**Stored data entries:**
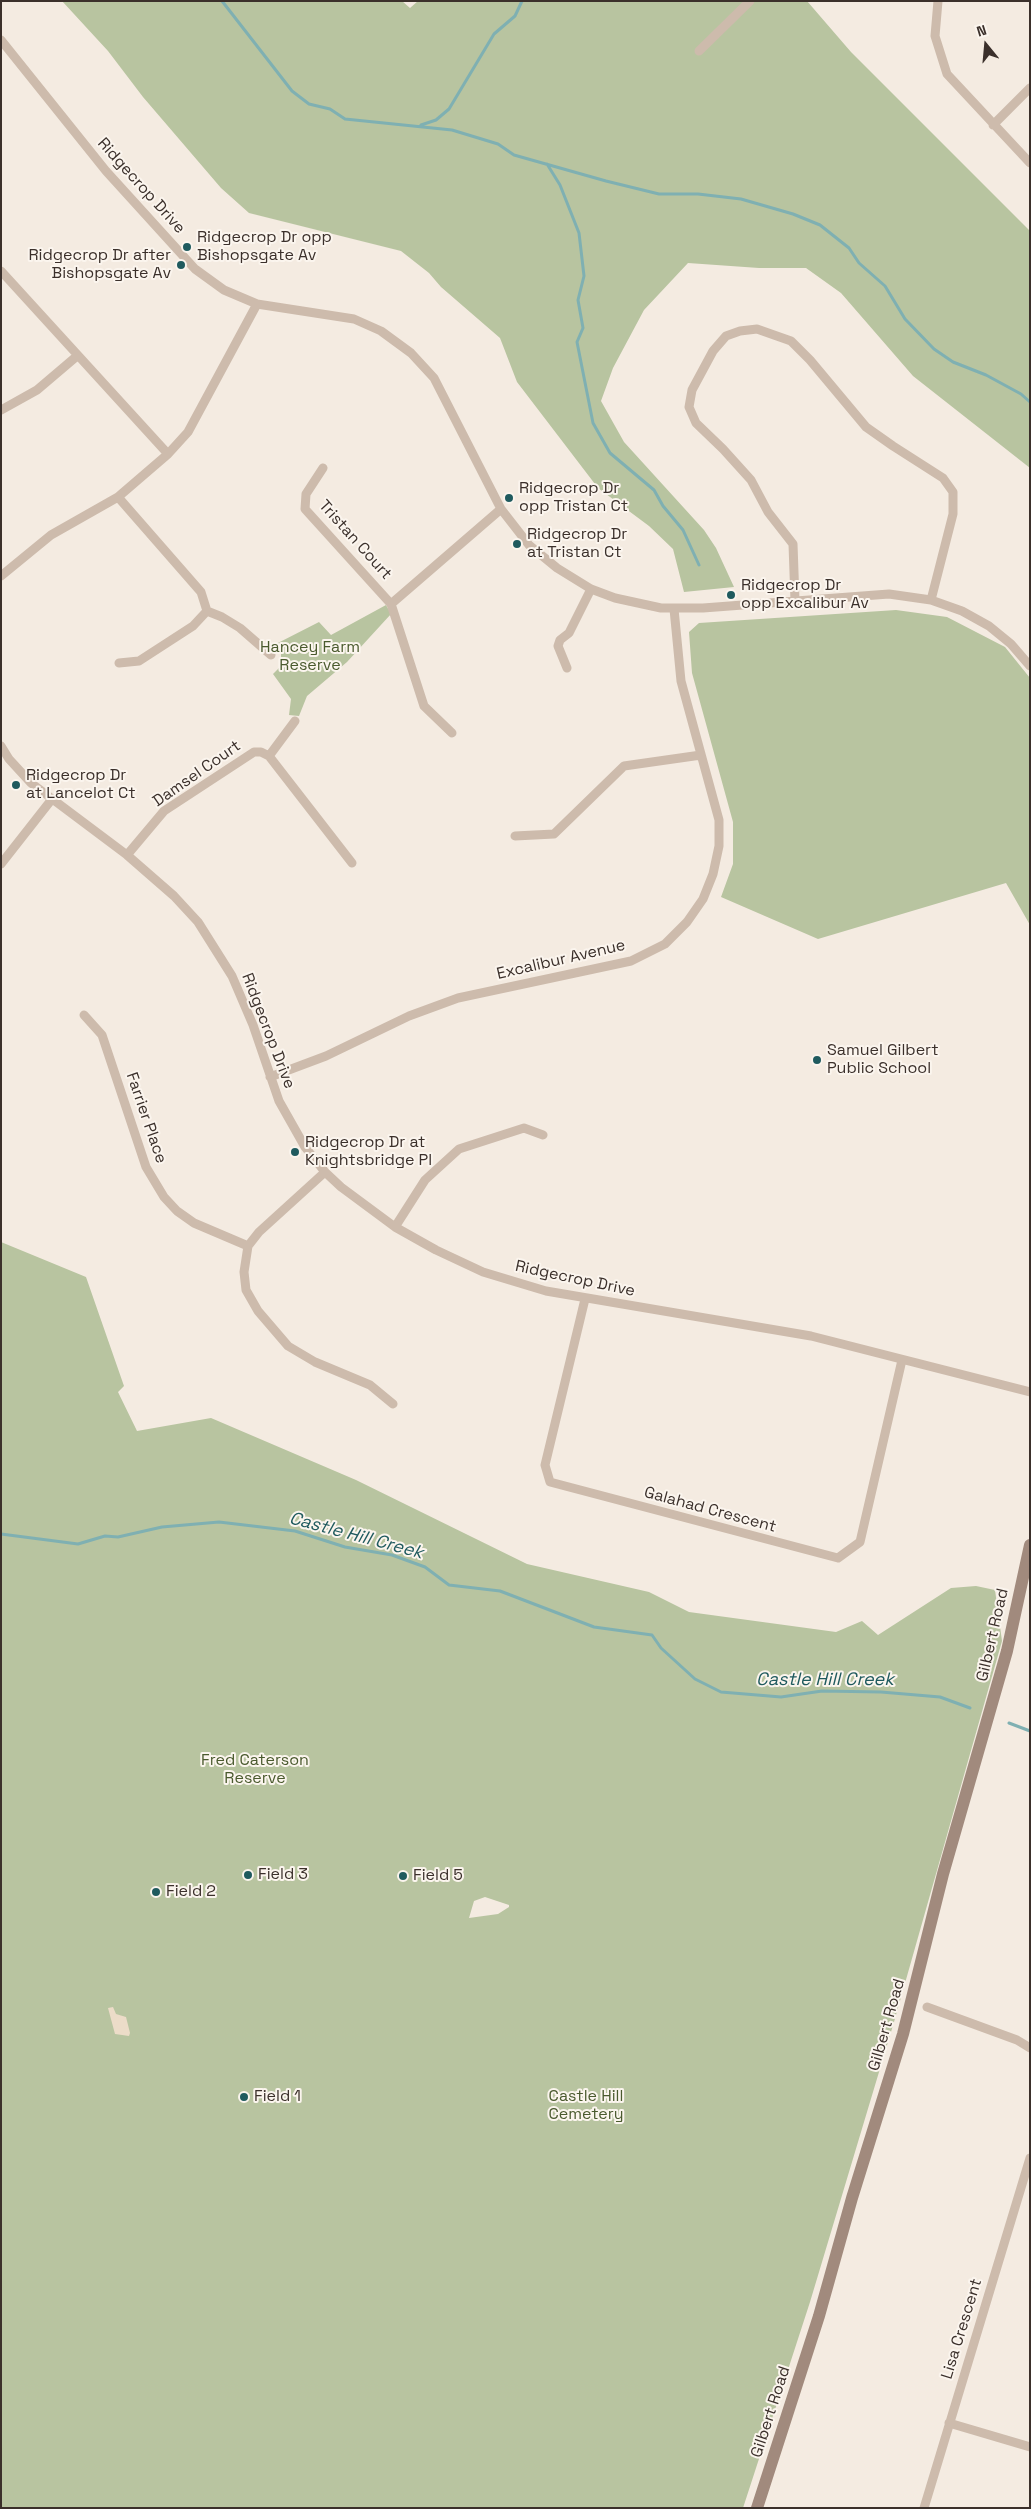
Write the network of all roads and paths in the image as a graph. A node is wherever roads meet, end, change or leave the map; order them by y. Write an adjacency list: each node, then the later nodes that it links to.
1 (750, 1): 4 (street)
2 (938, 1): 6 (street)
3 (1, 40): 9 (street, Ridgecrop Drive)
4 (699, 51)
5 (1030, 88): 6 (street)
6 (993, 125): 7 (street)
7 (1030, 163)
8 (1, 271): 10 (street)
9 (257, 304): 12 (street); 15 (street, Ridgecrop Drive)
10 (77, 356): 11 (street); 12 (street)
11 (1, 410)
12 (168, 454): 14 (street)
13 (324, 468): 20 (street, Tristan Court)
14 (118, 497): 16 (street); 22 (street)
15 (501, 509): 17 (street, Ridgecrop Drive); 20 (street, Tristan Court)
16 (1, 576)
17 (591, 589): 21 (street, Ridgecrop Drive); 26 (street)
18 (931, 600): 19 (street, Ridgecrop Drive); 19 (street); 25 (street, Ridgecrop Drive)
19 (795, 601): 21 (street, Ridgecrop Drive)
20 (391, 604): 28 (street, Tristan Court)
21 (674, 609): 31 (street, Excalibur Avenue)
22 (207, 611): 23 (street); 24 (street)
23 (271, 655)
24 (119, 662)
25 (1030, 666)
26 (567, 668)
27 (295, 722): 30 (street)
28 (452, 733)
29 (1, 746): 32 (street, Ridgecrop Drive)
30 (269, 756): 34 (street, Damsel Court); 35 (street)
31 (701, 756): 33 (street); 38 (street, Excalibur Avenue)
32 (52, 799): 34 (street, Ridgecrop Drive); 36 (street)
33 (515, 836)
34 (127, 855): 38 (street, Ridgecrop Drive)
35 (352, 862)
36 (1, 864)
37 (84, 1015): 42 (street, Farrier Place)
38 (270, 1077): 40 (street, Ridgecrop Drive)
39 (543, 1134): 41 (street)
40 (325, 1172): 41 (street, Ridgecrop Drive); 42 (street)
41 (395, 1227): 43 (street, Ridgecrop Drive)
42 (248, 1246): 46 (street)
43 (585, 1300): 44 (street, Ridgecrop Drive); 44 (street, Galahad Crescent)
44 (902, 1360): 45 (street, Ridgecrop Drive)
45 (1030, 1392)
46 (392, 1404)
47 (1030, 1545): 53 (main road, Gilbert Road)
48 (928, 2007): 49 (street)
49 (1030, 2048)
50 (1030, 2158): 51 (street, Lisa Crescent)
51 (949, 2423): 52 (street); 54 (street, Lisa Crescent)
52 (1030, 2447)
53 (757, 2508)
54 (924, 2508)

* * *

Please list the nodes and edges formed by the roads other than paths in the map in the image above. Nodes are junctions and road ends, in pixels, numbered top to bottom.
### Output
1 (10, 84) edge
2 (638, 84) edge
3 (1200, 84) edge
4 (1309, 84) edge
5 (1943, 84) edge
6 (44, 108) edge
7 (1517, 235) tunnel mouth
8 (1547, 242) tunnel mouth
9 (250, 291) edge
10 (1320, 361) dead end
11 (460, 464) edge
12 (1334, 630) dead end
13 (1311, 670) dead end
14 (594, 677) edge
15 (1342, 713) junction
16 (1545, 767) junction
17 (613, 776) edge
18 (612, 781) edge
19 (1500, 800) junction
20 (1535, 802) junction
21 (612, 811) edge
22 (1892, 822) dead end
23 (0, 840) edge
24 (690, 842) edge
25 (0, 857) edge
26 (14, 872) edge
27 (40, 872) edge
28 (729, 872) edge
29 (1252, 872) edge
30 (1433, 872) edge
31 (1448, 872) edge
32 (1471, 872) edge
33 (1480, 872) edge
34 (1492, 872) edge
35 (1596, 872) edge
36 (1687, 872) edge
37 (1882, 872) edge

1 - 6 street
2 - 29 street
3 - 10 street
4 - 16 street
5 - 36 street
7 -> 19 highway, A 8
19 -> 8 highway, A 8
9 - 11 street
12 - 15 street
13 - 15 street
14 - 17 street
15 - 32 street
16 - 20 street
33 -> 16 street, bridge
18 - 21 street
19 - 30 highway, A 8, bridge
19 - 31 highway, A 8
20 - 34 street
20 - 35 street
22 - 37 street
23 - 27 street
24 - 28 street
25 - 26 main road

**What needs to be done:** Only lines with the word "list" count here; copy every one from the records.

**Exercise response:**
Write the network of all roads and paths in the image as a graph. A node is wherever roads meet, end, change or leave the map; order them by y. Write an adjacency list: each node, then the later nodes that it links to.
Please list the nodes and edges formed by the roads other than paths in the map in the image above. Nodes are junctions and road ends, in pixels, numbered top to bottom.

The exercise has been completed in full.